Essa disputa acaba deixando São João de Meriti no topo do ranking das cidades com mais recursos de emendas — só perde para o governo do estado e a capital. Além de Carneiro e Canella, são pré-candidatos os deputados Léo Vieira e Valdecy da Saúde. Outro parlamentar que aumentou a fatia do município foi Giovanni Ratinho (Solidariedade), que é pai do vereador Giovanni Ratinho Junior (Solidariedade), que deve ir às urnas. Esses três destinaram R$ 7,2 milhões para São João de Meriti (72% das emendas recebidas pela cidade).

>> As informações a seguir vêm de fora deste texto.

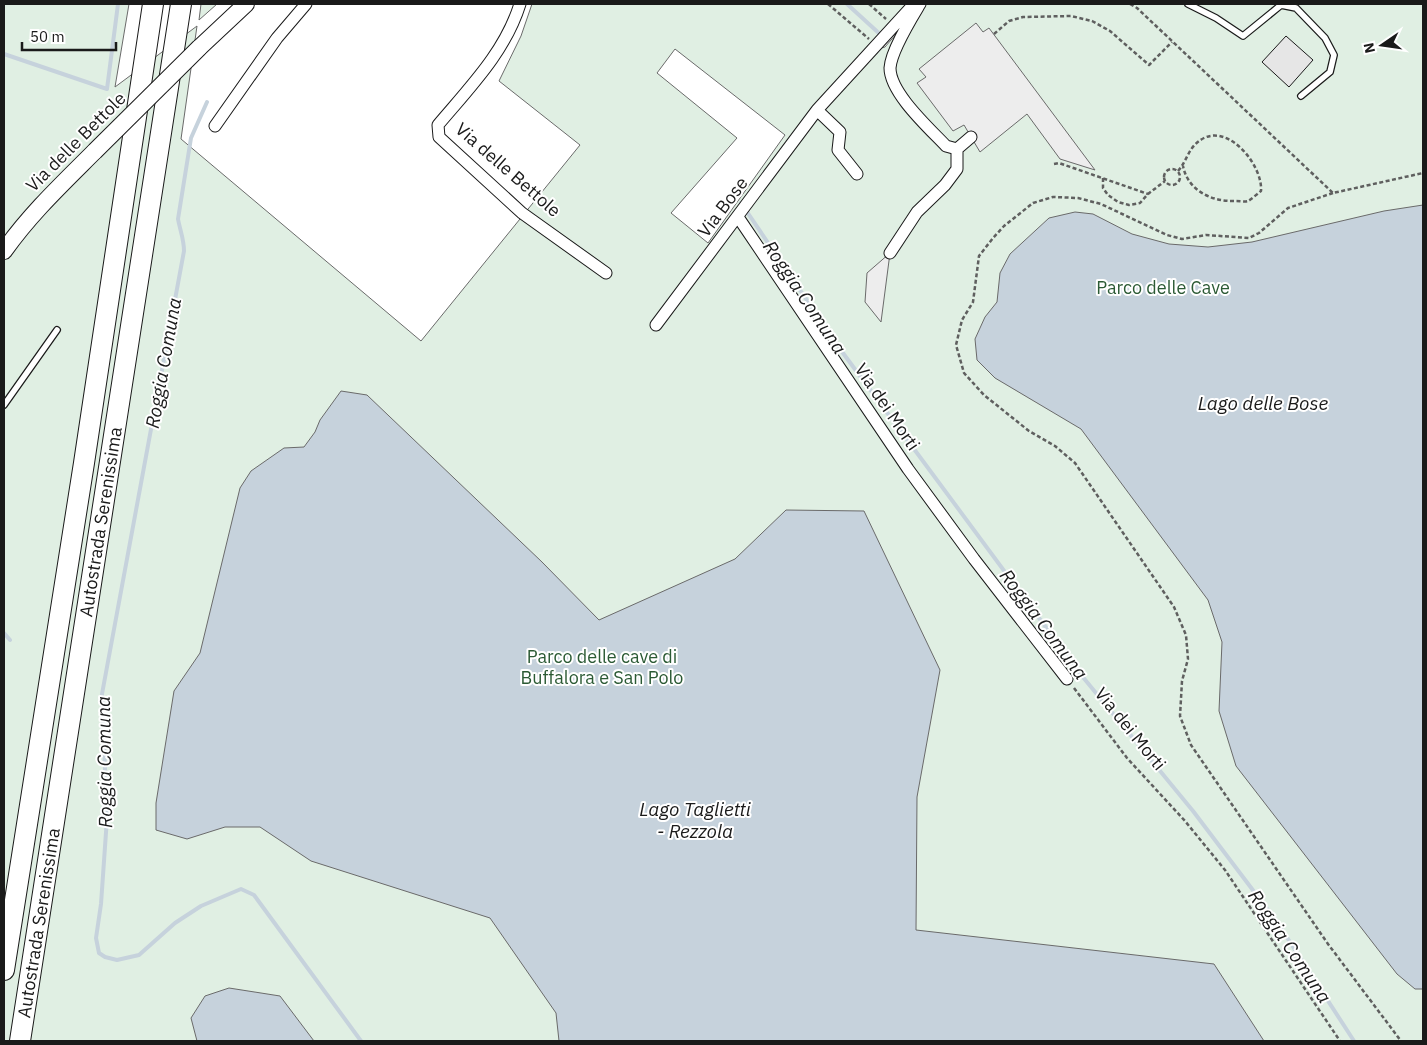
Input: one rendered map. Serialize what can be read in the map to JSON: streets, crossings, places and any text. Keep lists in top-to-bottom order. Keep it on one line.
{"streets":{"highway":["Autostrada Serenissima"],"main road":["Via delle Bettole"],"street":["Via Bose","Via dei Morti"]},"crossings":[["Via Bose","Via dei Morti"]],"water":["Roggia Comuna","Lago delle Bose","Lago Taglietti - Rezzola"],"parks":["Parco delle Cave","Parco delle cave di Buffalora e San Polo"],"scale_bar":"50 m","north":"left"}
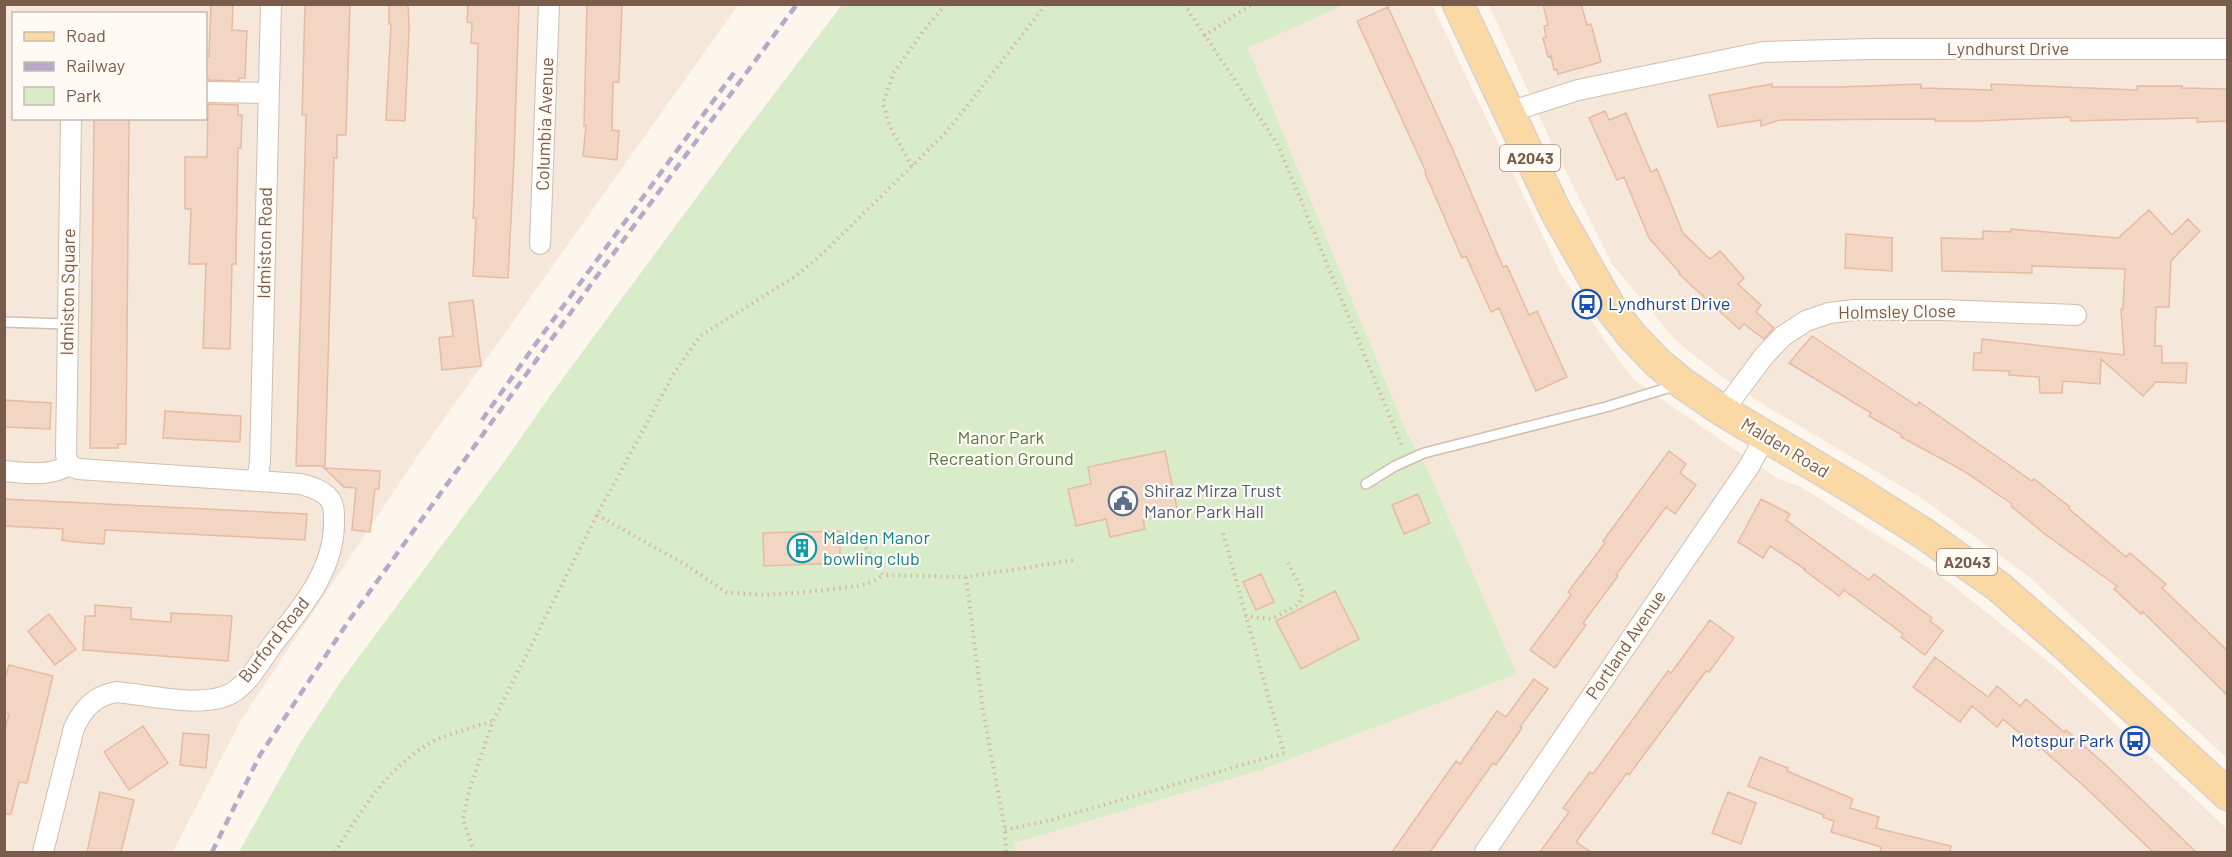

— Eu moro aqui. Quero ver a cidade crescer. Não tem nada direcionado com política — justifica Ratinho pai.
Parentesco ajuda
O advogado especialista em direito eleitoral Eduardo Damian diz que até aos familiares são proibidos de pedir votos em inaugurações no período eleitoral.
— Eles também não podem fazer alusão à candidatura dos pais na manifestação. Outra orientação é que não se pode criar programa social no ano eleitoral, podendo apenas investir naqueles projetos já existentes — explica.
Reduto eleitoral da família Cozzolino, Magé também foi eleito pelo deputado Vinícius Cozzolino (União), que destinou 80% das verbas para o município. Ele é primo do prefeito Renato Cozzolino (PP).
— eu tenho que destinar as emendas para onde eu conheço. Não vejo nenhuma informação específica. O que a gente espera é que, a partir de agora, as pessoas procurem os deputados também e mostrem projetos — disse o deputado.